- Origin: North East England
- Genres: Pop, novelty song, comedy
- Years active: 1981–present
- Labels: V Tone Records, Turn Trax, Pacific Records, BMG Records
- Members: Colin Horton Jennings; J. Vincent Edwards;
- Past members: Steve O'Donnell (deceased)

= Star Turn on 45 (Pints) =

English novelty song musical ensemble

Star Turn on 45 (Pints) is an English novelty song musical ensemble, originally with Steve O'Donnell, Colin Horton Jennings and J. Vincent Edwards. They have recorded a number of singles since 1981, five of which appeared in the UK singles chart, and released two albums.

==Background==
In the fictional Whitley Bay social club, Hampton Cummings performs as "Star Turn", a club singer, introduced by Geordie concert chairman Albert Charlton who frequently interrupts with announcements and who sometimes joins in the performance, by playing the spoons or providing a spoken word accompaniment.

Charlton is played by J. Vincent Edwards, who had previously appeared in the London performance of Hair, had a brief career as a solo singer in the late 1960s and early 1970s, and then moved into songwriting and production, and was a co-writer of "Right Back Where We Started From", a UK No. 8 hit, and US No. 2, for Maxine Nightingale. Edwards' experiences of performing at affiliated working men's clubs in North East England, early in his career, was part of the inspiration for Star Turn.

Cummings is played by Colin Horton Jennings, who had sung and performed with the groups The Greatest Show on Earth and Taggett, and who composed songs for, amongst others, The Hollies, Cilla Black and the Salsoul Orchestra. In 2012, Jennings and the backing musicians from Star Turn formed a group called 'The Ilsleys'.

==Career==
Star Turn's debut single was "Are You Affiliated?" (1981), followed by "Starturn on 45 (Pints)" in October that year, a parody of the Stars on 45 singles, a medley of various pop standards with a non-stop disco beat. Both were released by V Tone Records. Jennings' performance exaggerated the "club singer" style, while the concert chairman urged the audience to "settle down; give the lad a chance now, he's only doing his best".

In 1984, their album, Are You Affiliated? was released on the Turn Trax record label. It contained parodies of songs such as "Send in the Clowns", "House of the Rising Sun", "Mary's Boy Child" and "White Christmas".

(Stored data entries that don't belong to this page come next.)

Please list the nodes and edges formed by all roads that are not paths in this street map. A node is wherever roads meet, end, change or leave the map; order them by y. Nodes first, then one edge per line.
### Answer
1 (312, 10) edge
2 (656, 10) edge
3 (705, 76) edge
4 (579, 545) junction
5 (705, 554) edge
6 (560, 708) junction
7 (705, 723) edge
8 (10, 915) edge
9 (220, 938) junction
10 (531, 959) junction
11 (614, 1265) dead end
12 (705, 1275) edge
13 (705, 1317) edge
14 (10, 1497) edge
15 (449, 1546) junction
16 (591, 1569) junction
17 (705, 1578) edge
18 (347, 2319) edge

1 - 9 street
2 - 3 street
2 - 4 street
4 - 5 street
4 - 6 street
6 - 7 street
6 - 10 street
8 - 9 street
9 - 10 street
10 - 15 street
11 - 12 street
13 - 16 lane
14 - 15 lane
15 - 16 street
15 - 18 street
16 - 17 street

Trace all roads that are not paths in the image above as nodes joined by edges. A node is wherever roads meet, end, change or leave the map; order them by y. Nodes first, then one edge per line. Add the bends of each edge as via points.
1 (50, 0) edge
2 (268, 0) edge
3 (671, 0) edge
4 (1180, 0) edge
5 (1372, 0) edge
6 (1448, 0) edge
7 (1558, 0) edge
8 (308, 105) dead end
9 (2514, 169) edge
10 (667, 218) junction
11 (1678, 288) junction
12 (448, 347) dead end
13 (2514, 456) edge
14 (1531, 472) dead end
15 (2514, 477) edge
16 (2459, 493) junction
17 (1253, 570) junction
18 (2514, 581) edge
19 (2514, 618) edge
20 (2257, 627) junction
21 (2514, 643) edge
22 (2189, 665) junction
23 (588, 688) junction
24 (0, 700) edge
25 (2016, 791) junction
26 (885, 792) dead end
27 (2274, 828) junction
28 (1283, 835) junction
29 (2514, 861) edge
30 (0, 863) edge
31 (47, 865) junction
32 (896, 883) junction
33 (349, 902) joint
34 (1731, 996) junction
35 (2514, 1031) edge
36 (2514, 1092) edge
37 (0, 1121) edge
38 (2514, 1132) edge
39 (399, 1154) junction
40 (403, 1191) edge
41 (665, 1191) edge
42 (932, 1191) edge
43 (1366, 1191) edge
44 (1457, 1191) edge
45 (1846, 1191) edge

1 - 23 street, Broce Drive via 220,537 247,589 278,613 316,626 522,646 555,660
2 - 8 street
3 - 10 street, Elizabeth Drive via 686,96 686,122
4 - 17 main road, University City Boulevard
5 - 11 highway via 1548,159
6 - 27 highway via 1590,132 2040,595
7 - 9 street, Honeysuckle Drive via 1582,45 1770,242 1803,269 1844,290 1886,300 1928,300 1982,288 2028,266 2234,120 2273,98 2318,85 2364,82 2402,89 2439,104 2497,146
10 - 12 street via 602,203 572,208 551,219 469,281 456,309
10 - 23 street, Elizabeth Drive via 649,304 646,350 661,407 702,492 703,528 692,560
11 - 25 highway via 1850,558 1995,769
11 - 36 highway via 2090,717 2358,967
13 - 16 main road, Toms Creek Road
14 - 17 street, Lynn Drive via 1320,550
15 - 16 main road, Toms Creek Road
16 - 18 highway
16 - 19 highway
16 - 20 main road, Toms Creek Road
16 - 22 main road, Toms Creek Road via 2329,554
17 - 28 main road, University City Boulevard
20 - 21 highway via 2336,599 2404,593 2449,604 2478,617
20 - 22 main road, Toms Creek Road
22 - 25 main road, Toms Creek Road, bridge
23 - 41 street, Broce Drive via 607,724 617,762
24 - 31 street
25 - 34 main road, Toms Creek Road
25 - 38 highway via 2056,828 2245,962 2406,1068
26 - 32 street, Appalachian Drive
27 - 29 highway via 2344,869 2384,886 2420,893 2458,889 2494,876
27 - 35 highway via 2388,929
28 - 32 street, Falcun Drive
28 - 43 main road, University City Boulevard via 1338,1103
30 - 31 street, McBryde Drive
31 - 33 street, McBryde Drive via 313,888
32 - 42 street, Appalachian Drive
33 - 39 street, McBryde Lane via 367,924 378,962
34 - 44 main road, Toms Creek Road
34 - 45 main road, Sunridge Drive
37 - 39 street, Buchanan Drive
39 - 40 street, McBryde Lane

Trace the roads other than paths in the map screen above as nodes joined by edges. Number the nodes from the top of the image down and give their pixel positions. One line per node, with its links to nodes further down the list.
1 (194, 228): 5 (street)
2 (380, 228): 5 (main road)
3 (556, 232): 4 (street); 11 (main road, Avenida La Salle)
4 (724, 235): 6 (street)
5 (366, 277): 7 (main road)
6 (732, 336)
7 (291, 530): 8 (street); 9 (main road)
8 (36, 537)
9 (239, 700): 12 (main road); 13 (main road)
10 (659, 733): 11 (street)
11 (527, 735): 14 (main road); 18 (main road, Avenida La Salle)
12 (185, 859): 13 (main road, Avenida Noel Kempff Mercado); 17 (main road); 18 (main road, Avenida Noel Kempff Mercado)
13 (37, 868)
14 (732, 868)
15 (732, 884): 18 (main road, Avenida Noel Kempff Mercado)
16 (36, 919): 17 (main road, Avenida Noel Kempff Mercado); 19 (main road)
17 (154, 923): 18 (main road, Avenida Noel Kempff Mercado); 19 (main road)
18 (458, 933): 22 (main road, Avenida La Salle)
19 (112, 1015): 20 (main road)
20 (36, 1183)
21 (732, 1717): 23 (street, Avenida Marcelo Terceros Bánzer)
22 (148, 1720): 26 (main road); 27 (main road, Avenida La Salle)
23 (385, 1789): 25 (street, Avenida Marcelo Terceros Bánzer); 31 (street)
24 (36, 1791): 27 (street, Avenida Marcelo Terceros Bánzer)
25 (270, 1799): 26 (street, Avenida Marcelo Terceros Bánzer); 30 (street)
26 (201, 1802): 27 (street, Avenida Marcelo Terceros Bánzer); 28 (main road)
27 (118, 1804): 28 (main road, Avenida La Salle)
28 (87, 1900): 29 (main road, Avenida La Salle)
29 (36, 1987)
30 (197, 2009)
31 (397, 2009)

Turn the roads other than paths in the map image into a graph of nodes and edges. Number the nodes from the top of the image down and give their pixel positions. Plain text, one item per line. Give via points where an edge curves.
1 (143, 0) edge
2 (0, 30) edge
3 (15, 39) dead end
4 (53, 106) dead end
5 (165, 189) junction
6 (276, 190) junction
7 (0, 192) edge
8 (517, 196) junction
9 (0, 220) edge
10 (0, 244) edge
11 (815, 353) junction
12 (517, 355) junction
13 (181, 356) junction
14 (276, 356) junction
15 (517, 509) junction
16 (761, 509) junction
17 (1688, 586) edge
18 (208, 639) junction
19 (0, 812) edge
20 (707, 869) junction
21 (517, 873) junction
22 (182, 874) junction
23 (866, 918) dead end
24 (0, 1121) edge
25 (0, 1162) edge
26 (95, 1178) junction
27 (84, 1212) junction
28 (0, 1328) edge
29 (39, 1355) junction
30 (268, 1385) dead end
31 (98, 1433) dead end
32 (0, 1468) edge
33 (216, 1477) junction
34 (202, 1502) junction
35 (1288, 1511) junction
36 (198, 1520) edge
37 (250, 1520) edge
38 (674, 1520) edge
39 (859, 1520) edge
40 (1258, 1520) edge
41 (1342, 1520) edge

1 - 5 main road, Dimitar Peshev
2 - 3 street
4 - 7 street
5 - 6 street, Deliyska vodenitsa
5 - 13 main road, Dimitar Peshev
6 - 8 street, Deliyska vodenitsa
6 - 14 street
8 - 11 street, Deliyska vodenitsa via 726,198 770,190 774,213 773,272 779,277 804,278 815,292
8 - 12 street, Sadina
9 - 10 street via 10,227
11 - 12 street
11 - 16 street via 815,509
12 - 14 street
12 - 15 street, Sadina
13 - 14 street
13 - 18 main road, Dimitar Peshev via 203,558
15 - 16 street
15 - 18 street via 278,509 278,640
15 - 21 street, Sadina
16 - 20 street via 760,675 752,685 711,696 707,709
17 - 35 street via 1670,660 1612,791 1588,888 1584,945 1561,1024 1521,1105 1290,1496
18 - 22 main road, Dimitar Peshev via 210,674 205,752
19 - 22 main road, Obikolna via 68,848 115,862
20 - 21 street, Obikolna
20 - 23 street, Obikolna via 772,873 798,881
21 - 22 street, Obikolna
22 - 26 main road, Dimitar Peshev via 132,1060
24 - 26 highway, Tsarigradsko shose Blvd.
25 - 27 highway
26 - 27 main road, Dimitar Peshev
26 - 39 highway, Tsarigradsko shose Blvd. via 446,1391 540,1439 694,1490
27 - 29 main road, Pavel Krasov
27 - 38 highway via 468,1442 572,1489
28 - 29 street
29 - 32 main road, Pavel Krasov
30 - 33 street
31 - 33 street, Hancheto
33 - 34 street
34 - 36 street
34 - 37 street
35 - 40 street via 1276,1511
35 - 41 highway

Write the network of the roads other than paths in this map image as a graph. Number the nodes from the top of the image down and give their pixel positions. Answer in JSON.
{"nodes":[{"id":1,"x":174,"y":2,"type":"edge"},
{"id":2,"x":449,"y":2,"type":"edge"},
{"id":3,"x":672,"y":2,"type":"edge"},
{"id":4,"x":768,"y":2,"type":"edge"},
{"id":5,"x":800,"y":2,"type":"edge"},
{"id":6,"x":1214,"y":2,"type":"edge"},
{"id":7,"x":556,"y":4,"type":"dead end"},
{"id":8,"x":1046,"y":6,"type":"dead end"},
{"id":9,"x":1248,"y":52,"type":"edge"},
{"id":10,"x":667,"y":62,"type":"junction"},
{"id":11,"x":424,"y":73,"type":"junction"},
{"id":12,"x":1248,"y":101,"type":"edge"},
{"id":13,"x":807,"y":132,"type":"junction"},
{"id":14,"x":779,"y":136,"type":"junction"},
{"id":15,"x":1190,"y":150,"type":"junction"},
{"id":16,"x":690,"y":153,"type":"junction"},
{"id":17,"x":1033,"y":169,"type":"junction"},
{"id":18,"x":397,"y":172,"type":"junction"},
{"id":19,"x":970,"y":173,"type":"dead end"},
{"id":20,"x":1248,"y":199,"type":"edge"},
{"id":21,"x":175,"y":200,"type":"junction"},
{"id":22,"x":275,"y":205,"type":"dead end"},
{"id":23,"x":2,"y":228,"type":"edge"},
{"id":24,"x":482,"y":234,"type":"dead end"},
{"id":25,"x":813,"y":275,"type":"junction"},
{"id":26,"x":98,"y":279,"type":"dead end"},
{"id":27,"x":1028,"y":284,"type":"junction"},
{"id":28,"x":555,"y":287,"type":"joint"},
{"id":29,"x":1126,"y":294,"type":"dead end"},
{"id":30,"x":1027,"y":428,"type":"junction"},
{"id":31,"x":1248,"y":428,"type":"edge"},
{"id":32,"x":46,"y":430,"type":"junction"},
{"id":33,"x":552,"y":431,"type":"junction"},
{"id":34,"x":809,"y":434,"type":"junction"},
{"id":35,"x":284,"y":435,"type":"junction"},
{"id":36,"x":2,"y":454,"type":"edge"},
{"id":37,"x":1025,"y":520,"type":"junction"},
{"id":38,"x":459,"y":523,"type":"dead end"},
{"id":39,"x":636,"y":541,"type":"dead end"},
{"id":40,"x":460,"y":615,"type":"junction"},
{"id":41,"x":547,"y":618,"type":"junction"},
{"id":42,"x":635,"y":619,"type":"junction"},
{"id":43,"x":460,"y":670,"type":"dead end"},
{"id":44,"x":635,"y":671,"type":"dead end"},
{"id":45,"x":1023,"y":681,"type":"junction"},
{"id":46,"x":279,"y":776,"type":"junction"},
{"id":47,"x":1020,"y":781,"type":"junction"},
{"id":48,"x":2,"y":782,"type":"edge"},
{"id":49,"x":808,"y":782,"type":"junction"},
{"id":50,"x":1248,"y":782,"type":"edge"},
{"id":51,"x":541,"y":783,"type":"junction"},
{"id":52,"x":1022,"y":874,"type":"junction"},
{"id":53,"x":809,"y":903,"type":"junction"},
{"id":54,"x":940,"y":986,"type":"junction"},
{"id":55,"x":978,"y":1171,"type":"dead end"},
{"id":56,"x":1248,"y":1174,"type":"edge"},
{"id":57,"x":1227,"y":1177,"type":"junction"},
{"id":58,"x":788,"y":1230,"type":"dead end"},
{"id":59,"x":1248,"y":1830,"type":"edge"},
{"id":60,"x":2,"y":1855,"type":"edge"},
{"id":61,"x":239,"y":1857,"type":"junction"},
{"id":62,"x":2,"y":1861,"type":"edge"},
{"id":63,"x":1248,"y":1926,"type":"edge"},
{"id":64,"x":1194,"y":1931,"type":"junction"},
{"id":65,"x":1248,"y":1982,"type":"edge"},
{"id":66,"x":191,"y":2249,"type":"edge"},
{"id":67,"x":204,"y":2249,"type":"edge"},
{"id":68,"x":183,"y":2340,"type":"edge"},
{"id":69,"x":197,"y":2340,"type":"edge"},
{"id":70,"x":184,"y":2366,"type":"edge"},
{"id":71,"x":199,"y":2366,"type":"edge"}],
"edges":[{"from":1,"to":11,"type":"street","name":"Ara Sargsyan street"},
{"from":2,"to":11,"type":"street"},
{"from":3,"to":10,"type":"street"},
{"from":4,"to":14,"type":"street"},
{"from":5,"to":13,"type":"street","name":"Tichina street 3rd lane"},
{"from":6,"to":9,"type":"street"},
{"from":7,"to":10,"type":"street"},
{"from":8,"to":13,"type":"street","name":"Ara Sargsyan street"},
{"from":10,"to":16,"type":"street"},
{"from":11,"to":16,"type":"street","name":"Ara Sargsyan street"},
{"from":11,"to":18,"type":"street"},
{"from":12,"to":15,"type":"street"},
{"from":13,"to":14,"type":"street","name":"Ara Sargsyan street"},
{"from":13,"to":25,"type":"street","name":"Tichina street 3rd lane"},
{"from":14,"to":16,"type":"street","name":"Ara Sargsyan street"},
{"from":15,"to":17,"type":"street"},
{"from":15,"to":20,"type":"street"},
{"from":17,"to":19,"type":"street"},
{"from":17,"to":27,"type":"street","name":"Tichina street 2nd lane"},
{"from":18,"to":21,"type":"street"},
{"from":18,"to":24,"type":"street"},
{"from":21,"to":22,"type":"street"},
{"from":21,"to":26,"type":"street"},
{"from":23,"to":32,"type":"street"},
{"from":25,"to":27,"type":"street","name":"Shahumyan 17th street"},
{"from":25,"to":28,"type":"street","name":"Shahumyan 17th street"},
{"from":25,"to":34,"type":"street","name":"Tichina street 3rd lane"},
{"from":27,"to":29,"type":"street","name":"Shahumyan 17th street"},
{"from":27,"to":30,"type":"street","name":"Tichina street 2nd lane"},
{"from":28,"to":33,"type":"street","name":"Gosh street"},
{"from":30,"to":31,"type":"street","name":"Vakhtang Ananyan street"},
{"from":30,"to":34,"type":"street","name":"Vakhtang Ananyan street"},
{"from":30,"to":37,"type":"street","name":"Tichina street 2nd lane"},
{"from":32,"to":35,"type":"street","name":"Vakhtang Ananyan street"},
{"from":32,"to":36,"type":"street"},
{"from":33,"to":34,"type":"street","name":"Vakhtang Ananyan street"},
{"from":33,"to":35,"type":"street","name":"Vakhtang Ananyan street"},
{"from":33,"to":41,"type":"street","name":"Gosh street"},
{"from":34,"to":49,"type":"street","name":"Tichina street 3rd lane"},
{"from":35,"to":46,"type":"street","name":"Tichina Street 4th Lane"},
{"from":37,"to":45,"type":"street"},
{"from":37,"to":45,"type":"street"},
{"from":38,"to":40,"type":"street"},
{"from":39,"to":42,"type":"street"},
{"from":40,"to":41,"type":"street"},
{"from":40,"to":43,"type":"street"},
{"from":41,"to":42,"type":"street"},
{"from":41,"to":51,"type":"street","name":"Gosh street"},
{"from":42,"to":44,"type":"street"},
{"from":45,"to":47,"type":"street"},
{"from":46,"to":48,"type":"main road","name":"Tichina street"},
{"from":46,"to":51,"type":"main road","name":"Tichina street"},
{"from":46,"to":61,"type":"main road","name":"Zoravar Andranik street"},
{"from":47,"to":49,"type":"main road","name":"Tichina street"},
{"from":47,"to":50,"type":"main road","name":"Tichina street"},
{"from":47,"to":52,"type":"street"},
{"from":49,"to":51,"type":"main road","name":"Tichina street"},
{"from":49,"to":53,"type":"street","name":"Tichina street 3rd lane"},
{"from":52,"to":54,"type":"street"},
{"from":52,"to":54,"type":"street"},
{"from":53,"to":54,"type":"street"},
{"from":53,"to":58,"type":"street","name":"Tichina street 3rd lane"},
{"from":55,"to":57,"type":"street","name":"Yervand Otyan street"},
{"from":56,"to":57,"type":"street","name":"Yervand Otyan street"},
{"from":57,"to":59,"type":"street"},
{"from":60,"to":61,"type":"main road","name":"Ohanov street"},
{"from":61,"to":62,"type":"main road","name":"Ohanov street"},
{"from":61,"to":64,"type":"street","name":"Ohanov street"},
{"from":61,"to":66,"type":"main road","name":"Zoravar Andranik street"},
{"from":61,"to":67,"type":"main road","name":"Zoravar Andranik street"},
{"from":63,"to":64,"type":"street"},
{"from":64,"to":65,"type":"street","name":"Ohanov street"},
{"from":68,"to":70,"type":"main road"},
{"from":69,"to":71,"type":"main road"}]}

Their biggest commercial success occurred in 1988, when "Pump Up the Bitter", climbed to No. 12 in the UK Singles Chart. It parodied sample-laden tracks of the era, such as Bomb The Bass's "Beat Dis" and M/A/R/R/S's "Pump Up the Volume", which had been a No. 1 hit single in the UK the previous year. The success of "Pump Up the Bitter" gave Star Turn on 45 (Pints) an appearance on BBC Television's Top of the Pops. Various subsequent releases were not big sellers.

Steve O'Donnell died on 4 August 1997.

The group went on to cover (amongst other songs) Franz Ferdinand's 2004 hit, "Take Me Out". In addition they released a medley to coincide with the Royal Wedding in 2011, downloadable with all their back catalogue from iTunes.

==Discography==
===Albums===

| Year | Album | UK |
|---|---|---|
| 1984 | Are You Affiliated? | – |
| 1996 | Maybe Definitely the Best Turn Album in the World ... Ever Ever!! | – |

===Singles===

| Year | Song | UK | Parody or theme |
| 1981 | "Are You Affiliated?" | – | Working men's clubs |
| "Starturn on 45 (Pints)" | 45 | Stars on 45 |
| 1988 | "Pump Up the Bitter" | 12 | "Pump Up the Volume" |
| "Lock Stock and Barrel" | 97 | Stock Aitken Waterman |
| "Christmas Party" | 88 | Acid house |
| 1991 | "Hoakey Karioke" | – | Working men's clubs |
| 1993 | "I Will Always Love You" | – | Whitley Houston |
| 1995 | "Parklife"/"Roll With It" | – | The Blurs vs the Oasises |
| "I Believe"/"Up on the Roof" | 98 | Robson and Jerome |
| 2004 | "Take Me Out" | – | Franz Ferdinand |
| 2011 | "Wedding Favourites" | – | The Royal Wedding |
"–" denotes releases that did not chart.